YAZARLAR

Bir sabah uyandığında Badem…

Hayvanlardan çalınan hayatın öteki yüzü, hayvanların da hayattan alınması oluyordu. Bir kısım insanlar ile hayvanlar ve tabiat aslında doğal müttefikti ama… Uyanmak için saati kurmak yetmiyordu! Her sabah uyandığında, kendini dev bir Adem zannetmek kimine daha kolay geliyordu!

Mahallenin delikanlısı, sokak köpeği Badem, bir sabah sıkıntılı rüyalarından uyandığında, kendini dev bir Adem’e dönüşmüş olarak buldu.
Hırçınlaşıp bağırarak, sağa sola küfrederek ortalığı ayağa kaldırdı.

Sonra arabasına atladı. Ne kırmızı ışık, ne yaya geçidi. Bin türlü hatalı sollama, gelene geçene hakaret. Arabayı; çocuktur yaşlıdır, engellidir demeden insanların ve zaten umursamadığı hayvanların üstüne süre süre, ağzı köpüre köpüre işe gitti.

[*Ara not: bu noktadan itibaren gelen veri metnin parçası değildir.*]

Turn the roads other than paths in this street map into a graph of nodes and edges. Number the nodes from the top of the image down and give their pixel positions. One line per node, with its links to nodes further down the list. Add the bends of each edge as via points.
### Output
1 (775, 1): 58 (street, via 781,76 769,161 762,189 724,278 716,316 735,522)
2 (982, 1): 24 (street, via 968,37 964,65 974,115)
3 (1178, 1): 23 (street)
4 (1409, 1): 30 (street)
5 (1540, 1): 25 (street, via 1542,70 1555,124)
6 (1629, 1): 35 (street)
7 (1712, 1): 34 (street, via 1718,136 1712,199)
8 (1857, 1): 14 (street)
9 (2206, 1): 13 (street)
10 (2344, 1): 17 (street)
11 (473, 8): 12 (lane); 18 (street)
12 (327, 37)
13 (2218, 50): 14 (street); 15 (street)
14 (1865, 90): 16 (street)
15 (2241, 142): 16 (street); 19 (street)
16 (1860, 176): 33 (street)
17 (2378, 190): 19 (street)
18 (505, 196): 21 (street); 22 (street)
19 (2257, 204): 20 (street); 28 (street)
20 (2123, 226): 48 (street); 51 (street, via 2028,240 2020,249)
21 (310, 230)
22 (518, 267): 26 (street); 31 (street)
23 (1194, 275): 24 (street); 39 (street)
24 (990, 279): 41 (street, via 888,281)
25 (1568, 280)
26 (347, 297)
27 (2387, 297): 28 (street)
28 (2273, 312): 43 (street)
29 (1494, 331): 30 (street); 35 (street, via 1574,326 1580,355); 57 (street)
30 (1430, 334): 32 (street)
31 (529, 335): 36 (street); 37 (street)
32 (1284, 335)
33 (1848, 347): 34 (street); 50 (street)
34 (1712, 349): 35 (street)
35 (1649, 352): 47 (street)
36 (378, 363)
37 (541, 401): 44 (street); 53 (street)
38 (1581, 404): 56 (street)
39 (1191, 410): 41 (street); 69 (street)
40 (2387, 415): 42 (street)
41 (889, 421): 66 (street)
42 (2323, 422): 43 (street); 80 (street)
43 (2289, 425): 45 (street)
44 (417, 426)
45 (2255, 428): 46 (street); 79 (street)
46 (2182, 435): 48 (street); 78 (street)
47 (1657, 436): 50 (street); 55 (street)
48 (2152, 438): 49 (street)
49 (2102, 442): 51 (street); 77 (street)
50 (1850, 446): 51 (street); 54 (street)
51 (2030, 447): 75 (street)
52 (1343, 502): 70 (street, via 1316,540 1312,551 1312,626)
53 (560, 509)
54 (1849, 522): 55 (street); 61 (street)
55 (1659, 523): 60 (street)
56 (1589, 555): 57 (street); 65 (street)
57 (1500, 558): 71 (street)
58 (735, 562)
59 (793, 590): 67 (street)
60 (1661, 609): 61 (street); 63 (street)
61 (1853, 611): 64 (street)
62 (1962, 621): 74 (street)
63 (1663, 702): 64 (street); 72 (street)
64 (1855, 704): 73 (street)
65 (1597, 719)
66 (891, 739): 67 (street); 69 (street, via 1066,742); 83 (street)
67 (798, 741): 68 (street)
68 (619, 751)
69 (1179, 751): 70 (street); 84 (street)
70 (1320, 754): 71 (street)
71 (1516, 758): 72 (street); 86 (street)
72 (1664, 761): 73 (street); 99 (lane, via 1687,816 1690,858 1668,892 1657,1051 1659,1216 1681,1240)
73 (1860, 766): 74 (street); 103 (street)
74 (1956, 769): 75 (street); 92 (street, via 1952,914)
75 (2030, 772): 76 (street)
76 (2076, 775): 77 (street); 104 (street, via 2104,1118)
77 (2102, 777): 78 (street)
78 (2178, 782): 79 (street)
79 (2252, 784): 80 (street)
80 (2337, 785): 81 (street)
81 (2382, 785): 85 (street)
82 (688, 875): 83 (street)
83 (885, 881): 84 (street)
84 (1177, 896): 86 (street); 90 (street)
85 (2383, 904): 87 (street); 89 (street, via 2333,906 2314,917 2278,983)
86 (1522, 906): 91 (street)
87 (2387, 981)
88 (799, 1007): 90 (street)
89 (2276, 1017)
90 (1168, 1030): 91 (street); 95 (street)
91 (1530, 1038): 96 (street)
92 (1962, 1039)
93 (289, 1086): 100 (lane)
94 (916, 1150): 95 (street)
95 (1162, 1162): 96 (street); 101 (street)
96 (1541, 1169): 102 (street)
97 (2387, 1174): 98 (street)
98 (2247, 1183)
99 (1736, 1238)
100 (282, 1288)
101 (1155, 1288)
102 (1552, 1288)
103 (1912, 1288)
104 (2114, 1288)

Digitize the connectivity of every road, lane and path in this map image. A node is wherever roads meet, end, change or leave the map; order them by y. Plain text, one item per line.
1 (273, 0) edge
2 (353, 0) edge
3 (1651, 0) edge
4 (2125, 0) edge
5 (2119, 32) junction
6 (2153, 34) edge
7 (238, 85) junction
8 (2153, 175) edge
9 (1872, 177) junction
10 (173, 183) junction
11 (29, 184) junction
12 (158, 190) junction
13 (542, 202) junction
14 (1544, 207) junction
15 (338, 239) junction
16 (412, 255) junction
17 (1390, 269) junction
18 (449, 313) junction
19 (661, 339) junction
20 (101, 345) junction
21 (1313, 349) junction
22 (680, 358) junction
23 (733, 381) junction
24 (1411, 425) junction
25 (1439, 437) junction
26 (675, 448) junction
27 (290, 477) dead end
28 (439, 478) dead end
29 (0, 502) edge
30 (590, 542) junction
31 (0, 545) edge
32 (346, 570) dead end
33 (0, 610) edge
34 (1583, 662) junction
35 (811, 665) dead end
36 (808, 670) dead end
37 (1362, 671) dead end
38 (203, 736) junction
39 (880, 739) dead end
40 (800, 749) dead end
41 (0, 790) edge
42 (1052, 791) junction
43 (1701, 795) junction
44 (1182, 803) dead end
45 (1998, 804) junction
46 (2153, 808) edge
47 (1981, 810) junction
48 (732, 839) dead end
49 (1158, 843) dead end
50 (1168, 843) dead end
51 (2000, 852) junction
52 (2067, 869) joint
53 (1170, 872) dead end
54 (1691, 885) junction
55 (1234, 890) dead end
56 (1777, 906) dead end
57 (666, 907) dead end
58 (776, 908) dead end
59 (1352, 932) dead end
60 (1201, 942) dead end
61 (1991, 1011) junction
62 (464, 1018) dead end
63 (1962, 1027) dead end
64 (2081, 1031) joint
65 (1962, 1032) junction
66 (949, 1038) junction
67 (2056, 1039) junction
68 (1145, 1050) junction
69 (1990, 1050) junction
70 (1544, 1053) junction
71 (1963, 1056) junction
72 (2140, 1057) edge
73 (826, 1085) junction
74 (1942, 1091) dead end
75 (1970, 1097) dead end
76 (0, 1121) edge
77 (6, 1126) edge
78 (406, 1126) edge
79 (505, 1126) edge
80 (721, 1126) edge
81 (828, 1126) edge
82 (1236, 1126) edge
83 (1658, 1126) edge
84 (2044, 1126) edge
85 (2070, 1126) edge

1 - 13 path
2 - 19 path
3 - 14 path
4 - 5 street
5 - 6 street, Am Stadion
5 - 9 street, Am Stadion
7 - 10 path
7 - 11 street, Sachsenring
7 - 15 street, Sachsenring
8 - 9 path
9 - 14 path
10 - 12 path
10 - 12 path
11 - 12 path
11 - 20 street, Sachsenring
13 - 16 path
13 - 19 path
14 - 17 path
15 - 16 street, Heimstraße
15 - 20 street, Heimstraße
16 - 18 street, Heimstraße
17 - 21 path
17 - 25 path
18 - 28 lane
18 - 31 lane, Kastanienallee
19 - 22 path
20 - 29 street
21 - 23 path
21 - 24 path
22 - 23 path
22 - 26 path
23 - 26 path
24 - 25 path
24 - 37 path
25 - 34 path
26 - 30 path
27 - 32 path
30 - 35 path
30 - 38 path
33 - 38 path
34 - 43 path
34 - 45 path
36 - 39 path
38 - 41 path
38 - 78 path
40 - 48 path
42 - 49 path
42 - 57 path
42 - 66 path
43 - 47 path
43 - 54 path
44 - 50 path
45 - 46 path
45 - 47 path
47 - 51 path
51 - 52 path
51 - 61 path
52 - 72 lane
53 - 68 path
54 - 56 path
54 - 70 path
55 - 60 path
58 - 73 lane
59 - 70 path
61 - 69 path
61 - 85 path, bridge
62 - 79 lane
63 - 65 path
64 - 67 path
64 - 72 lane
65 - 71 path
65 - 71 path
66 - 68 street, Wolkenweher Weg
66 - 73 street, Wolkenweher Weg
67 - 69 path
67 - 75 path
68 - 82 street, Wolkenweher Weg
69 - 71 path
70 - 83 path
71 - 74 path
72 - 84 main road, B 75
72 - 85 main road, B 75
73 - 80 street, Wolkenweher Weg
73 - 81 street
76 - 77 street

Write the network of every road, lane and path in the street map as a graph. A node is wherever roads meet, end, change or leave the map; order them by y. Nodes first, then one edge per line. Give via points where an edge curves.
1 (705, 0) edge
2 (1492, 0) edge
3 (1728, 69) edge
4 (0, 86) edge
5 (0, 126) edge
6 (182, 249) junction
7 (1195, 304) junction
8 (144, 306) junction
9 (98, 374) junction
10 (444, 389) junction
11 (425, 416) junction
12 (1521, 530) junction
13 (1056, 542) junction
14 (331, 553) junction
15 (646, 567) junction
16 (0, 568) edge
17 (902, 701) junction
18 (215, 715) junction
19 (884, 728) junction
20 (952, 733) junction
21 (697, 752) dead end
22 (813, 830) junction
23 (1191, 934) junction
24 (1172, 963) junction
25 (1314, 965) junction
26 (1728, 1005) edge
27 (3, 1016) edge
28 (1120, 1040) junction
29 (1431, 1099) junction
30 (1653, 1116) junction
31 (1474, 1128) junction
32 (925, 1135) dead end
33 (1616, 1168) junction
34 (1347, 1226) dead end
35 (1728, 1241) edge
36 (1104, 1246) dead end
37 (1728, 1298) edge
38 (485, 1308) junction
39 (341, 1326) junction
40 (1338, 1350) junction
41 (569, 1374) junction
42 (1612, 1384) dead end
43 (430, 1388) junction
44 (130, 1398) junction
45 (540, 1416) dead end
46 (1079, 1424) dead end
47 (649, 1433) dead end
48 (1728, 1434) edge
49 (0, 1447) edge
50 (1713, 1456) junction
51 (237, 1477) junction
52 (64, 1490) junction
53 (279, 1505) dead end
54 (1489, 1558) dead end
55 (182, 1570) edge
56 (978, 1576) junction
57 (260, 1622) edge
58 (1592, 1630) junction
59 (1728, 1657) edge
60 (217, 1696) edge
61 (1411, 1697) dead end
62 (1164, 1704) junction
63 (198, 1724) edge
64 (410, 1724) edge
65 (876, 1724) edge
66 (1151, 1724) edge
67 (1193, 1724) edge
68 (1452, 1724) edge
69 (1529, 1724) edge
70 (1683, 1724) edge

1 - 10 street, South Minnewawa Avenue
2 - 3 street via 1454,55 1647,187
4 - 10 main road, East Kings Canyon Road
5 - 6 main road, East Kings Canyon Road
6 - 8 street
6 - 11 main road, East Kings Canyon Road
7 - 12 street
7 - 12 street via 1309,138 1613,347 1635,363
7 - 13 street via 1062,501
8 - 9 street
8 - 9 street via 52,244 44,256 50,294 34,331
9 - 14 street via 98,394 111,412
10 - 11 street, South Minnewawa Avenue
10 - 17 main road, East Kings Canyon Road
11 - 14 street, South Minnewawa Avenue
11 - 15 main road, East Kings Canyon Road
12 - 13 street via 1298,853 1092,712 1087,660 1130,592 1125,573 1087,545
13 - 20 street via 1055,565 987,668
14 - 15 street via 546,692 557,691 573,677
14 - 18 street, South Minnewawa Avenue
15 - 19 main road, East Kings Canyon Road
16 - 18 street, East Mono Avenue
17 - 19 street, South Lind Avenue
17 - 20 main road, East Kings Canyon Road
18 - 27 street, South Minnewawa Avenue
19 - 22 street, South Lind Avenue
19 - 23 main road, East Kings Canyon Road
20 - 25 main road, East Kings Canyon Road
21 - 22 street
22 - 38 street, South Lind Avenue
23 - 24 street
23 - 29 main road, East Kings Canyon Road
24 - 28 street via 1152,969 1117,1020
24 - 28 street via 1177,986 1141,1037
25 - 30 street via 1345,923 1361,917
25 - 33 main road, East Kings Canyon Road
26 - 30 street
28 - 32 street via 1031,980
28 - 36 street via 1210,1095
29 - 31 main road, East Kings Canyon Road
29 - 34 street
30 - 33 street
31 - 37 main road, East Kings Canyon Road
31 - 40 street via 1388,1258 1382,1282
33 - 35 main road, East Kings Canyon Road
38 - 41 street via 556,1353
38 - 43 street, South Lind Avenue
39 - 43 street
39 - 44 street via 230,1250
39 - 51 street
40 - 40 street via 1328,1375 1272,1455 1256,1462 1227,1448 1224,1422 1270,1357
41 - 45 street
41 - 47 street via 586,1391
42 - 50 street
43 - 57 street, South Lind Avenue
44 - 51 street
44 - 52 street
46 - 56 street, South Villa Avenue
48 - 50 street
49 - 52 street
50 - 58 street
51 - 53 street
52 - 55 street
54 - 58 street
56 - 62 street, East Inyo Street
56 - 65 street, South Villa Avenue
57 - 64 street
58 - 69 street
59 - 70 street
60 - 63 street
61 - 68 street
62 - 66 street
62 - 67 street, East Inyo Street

İşyerinde, çalışanlara ağzına geleni söyledi; aşağıladı, alay etti, küçük düşürdü, kimine sövdü, kimini kovdu.

Öğlen dışarı fırladı. Kendisini terk edip başka yere taşınan eski sevgilisinin bulunduğu mahalleye gitti. Önce ısırdı, sonra silahını ateşledi ve “Seviyordum” dedi.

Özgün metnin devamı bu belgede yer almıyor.